Mosquitoes Can Hear You From 10 Meters Away!

Until recently, it was believed that eardrums were required for long-range hearing, but mosquitoes and some insects use their feathery antennae with fine hairs to hear close distance of few inches. However, a study conducted by Ron Hoy, professor of neurobiology and behavior at Cornell and Gil Menda, a postdoctoral researcher, proved it is possible to hear long-range without an eardrum. Their study has now provided neurophysiological and behavioral evidence that Aedes aegypti mosquitoes can hear human speech from a distance of 10 meters or 32 ft. The mosquito is a vector to the viruses causing yellow fever, Dengue, Zika, West Nile and Chikungunya.
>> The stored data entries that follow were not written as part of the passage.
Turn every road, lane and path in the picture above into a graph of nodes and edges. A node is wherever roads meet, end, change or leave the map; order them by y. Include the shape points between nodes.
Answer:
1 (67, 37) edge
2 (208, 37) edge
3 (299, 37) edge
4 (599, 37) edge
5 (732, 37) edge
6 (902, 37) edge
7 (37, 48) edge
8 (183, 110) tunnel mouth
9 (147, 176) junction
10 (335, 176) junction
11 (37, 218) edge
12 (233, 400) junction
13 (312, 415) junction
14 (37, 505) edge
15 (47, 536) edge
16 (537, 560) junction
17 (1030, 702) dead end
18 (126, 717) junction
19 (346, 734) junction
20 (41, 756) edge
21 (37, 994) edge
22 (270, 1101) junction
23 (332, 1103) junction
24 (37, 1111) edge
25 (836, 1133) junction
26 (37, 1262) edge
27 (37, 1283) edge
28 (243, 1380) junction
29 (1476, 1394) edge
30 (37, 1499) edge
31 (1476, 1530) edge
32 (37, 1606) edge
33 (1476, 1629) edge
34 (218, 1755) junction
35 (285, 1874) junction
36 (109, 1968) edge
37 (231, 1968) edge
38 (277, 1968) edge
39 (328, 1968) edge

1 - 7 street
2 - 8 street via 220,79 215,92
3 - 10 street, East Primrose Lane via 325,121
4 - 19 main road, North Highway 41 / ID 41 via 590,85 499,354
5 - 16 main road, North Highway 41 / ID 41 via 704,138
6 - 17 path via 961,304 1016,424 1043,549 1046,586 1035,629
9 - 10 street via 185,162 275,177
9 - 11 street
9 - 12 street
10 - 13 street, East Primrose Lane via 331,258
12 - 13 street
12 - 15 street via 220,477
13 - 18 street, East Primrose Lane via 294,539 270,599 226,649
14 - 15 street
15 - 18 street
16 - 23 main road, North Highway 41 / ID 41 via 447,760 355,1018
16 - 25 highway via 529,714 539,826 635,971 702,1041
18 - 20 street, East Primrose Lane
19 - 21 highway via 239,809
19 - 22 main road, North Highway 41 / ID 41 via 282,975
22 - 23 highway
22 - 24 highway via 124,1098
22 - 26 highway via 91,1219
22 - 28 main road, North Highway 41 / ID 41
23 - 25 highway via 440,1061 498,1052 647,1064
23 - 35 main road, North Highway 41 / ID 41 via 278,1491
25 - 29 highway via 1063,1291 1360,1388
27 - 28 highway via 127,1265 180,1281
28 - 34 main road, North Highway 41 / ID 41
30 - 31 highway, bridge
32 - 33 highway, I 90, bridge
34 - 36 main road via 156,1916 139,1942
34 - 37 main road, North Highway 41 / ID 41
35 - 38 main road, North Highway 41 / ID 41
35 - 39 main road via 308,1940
The experiment was conducted in a super-quiet anechoic room. Mosquitoes were fitted with an electrode in their brains and the neurophysiological recordings of the auditory nerve were recorded when stimulated by pure-tones produced from a loudspeaker 10 meters away. “They’re hearing at distances that normally require eardrums, but these are hairs,” said Hoy. Eardrums work by picking up pressure from sound waves, while tiny hairs sense sound from air particles vibrating at certain frequencies. The scientists observed the sweet spot of frequency that mosquitoes are sensitive to was between 150-500 Hertz. An average human speech is in the range of 150 to 900 Hertz.